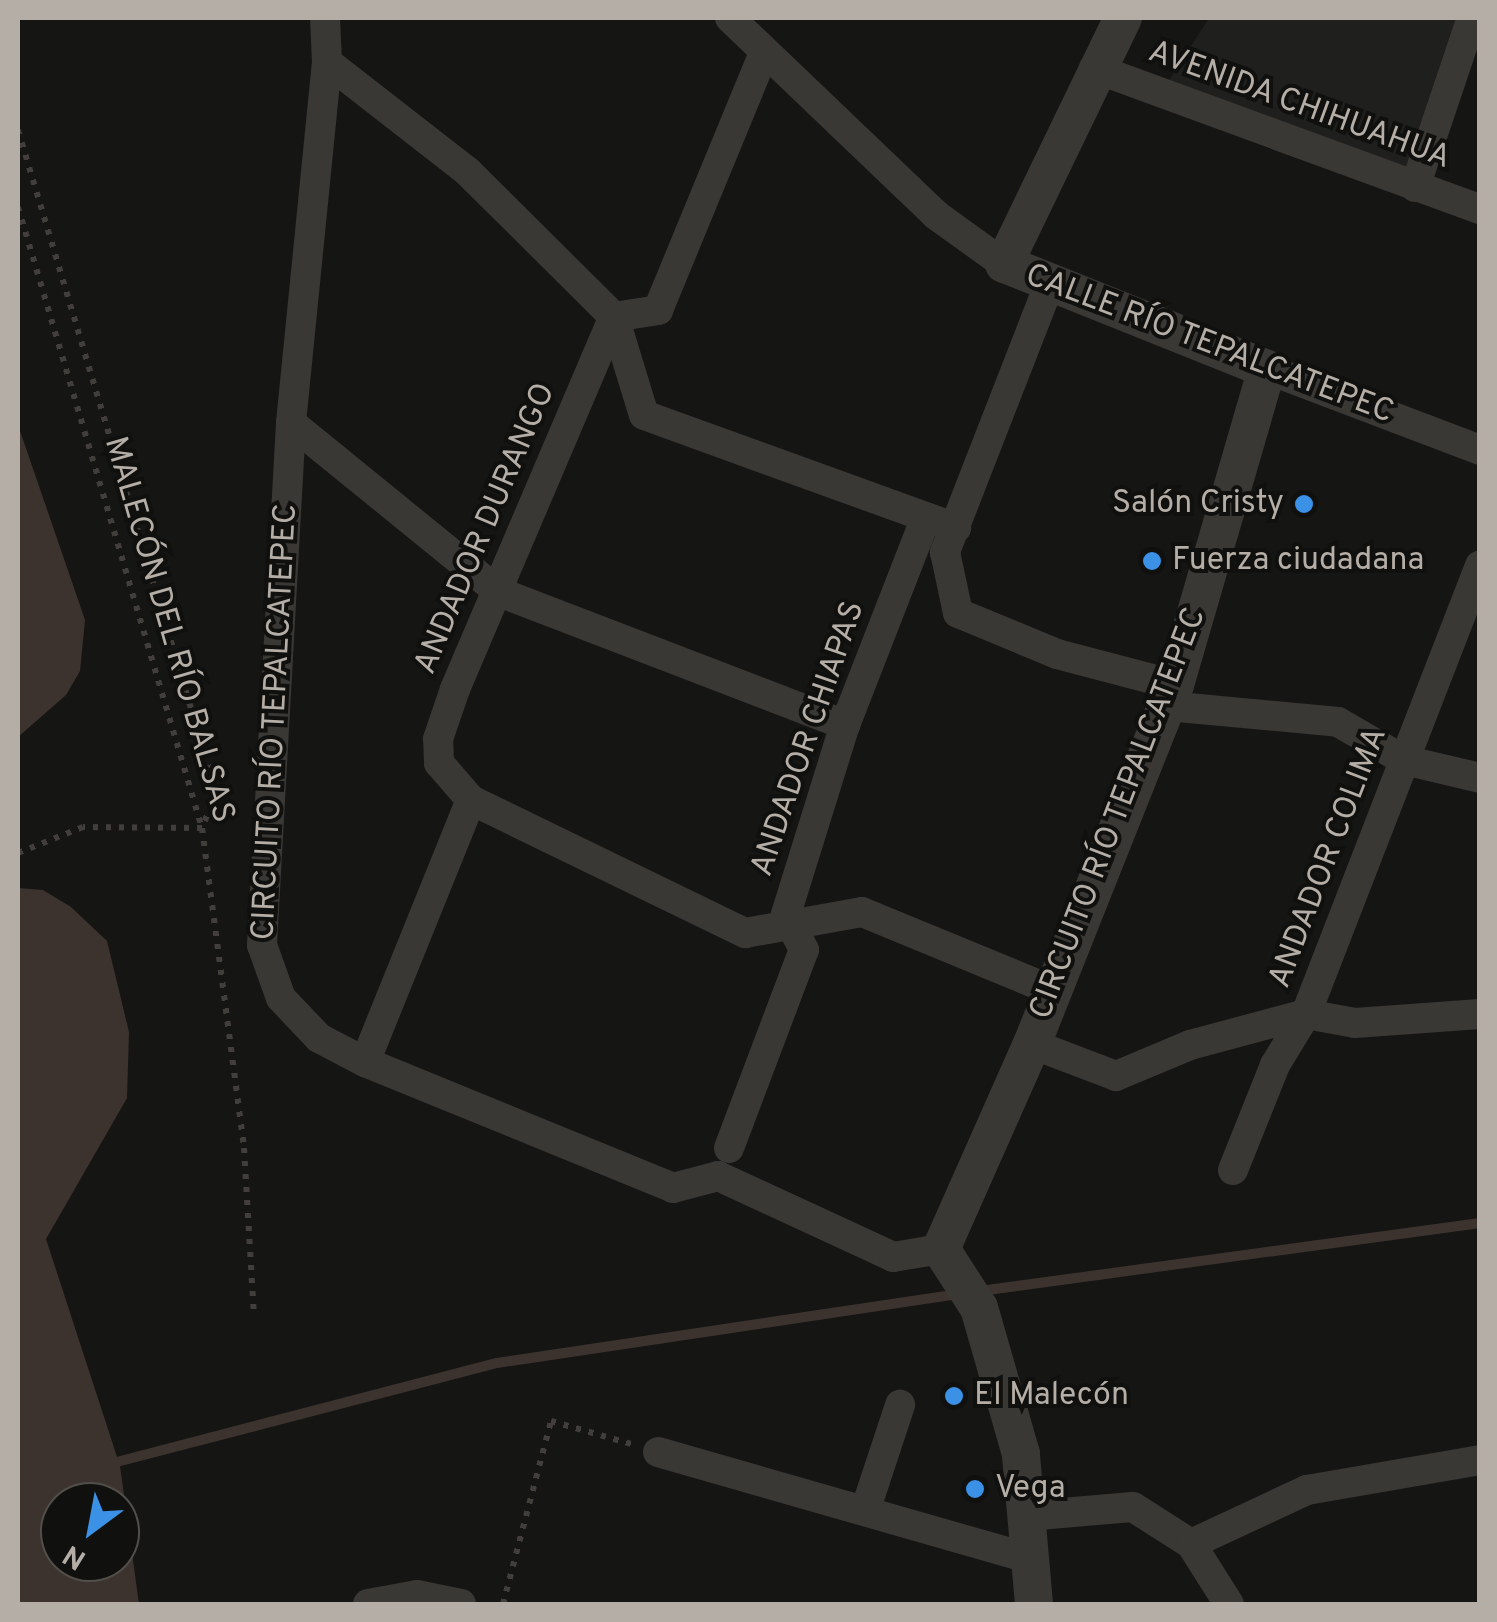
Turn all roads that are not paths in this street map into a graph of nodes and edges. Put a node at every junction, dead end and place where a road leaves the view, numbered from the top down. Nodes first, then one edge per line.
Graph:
1 (325, 18) edge
2 (730, 18) edge
3 (1123, 18) edge
4 (1472, 18) edge
5 (764, 53) junction
6 (328, 62) junction
7 (1094, 68) junction
8 (1415, 187) junction
9 (1480, 208) edge
10 (1004, 264) junction
11 (1049, 285) junction
12 (614, 317) junction
13 (1267, 369) junction
14 (290, 423) junction
15 (1480, 450) edge
16 (925, 520) junction
17 (956, 528) junction
18 (1480, 566) edge
19 (499, 592) junction
20 (1171, 695) junction
21 (845, 725) junction
22 (1404, 760) junction
23 (1480, 778) edge
24 (471, 800) junction
25 (789, 924) junction
26 (1054, 991) junction
27 (1306, 1014) junction
28 (1480, 1014) edge
29 (1032, 1044) junction
30 (365, 1062) junction
31 (729, 1148) dead end
32 (1233, 1170) dead end
33 (959, 1279) junction
34 (900, 1405) dead end
35 (658, 1452) road end
36 (1480, 1460) edge
37 (865, 1511) junction
38 (1027, 1516) junction
39 (1191, 1544) junction
40 (1031, 1559) junction
41 (368, 1604) edge
42 (461, 1604) edge
43 (1034, 1604) edge
44 (1229, 1604) edge

1 - 6 street, CIRCUITO RÍO TEPALCATEPEC
2 - 5 street, CALLE RÍO TEPALCATEPEC
3 - 7 street
4 - 8 street
5 - 10 street, CALLE RÍO TEPALCATEPEC
5 - 12 street
6 - 12 street
6 - 14 street, CIRCUITO RÍO TEPALCATEPEC
7 - 8 street, AVENIDA CHIHUAHUA
7 - 10 street
8 - 9 street, AVENIDA CHIHUAHUA
10 - 11 street, CALLE RÍO TEPALCATEPEC
11 - 13 street, CALLE RÍO TEPALCATEPEC
11 - 17 street
12 - 16 street
12 - 19 street, ANDADOR DURANGO
13 - 15 street, CALLE RÍO TEPALCATEPEC
13 - 20 street, CIRCUITO RÍO TEPALCATEPEC
14 - 19 street
14 - 30 street, CIRCUITO RÍO TEPALCATEPEC
16 - 17 street
16 - 21 street, ANDADOR CHIAPAS
17 - 20 street
18 - 22 street, ANDADOR COLIMA
19 - 21 street
19 - 24 street, ANDADOR DURANGO
20 - 22 street
20 - 26 street, CIRCUITO RÍO TEPALCATEPEC
21 - 25 street, ANDADOR CHIAPAS
22 - 23 street
22 - 27 street, ANDADOR COLIMA
24 - 25 street
24 - 30 street
25 - 26 street
25 - 31 street, ANDADOR CHIAPAS
26 - 29 street, CIRCUITO RÍO TEPALCATEPEC
27 - 28 street
27 - 29 street
27 - 32 street, ANDADOR COLIMA
29 - 33 street, CIRCUITO RÍO TEPALCATEPEC
30 - 33 street, CIRCUITO RÍO TEPALCATEPEC
33 - 38 street
34 - 37 street
35 - 37 street
36 - 39 street
37 - 40 street
38 - 39 street
38 - 40 street
39 - 44 street
40 - 43 street
41 - 42 street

> _YOUR ASSIGNMENT_
Without changing a word, transcribe all of the data and omit its images.

> _RESPONSE_
Turn all roads that are not paths in this street map into a graph of nodes and edges. Put a node at every junction, dead end and place where a road leaves the view, numbered from the top down. Nodes first, then one edge per line.
Graph:
1 (325, 18) edge
2 (730, 18) edge
3 (1123, 18) edge
4 (1472, 18) edge
5 (764, 53) junction
6 (328, 62) junction
7 (1094, 68) junction
8 (1415, 187) junction
9 (1480, 208) edge
10 (1004, 264) junction
11 (1049, 285) junction
12 (614, 317) junction
13 (1267, 369) junction
14 (290, 423) junction
15 (1480, 450) edge
16 (925, 520) junction
17 (956, 528) junction
18 (1480, 566) edge
19 (499, 592) junction
20 (1171, 695) junction
21 (845, 725) junction
22 (1404, 760) junction
23 (1480, 778) edge
24 (471, 800) junction
25 (789, 924) junction
26 (1054, 991) junction
27 (1306, 1014) junction
28 (1480, 1014) edge
29 (1032, 1044) junction
30 (365, 1062) junction
31 (729, 1148) dead end
32 (1233, 1170) dead end
33 (959, 1279) junction
34 (900, 1405) dead end
35 (658, 1452) road end
36 (1480, 1460) edge
37 (865, 1511) junction
38 (1027, 1516) junction
39 (1191, 1544) junction
40 (1031, 1559) junction
41 (368, 1604) edge
42 (461, 1604) edge
43 (1034, 1604) edge
44 (1229, 1604) edge

1 - 6 street, CIRCUITO RÍO TEPALCATEPEC
2 - 5 street, CALLE RÍO TEPALCATEPEC
3 - 7 street
4 - 8 street
5 - 10 street, CALLE RÍO TEPALCATEPEC
5 - 12 street
6 - 12 street
6 - 14 street, CIRCUITO RÍO TEPALCATEPEC
7 - 8 street, AVENIDA CHIHUAHUA
7 - 10 street
8 - 9 street, AVENIDA CHIHUAHUA
10 - 11 street, CALLE RÍO TEPALCATEPEC
11 - 13 street, CALLE RÍO TEPALCATEPEC
11 - 17 street
12 - 16 street
12 - 19 street, ANDADOR DURANGO
13 - 15 street, CALLE RÍO TEPALCATEPEC
13 - 20 street, CIRCUITO RÍO TEPALCATEPEC
14 - 19 street
14 - 30 street, CIRCUITO RÍO TEPALCATEPEC
16 - 17 street
16 - 21 street, ANDADOR CHIAPAS
17 - 20 street
18 - 22 street, ANDADOR COLIMA
19 - 21 street
19 - 24 street, ANDADOR DURANGO
20 - 22 street
20 - 26 street, CIRCUITO RÍO TEPALCATEPEC
21 - 25 street, ANDADOR CHIAPAS
22 - 23 street
22 - 27 street, ANDADOR COLIMA
24 - 25 street
24 - 30 street
25 - 26 street
25 - 31 street, ANDADOR CHIAPAS
26 - 29 street, CIRCUITO RÍO TEPALCATEPEC
27 - 28 street
27 - 29 street
27 - 32 street, ANDADOR COLIMA
29 - 33 street, CIRCUITO RÍO TEPALCATEPEC
30 - 33 street, CIRCUITO RÍO TEPALCATEPEC
33 - 38 street
34 - 37 street
35 - 37 street
36 - 39 street
37 - 40 street
38 - 39 street
38 - 40 street
39 - 44 street
40 - 43 street
41 - 42 street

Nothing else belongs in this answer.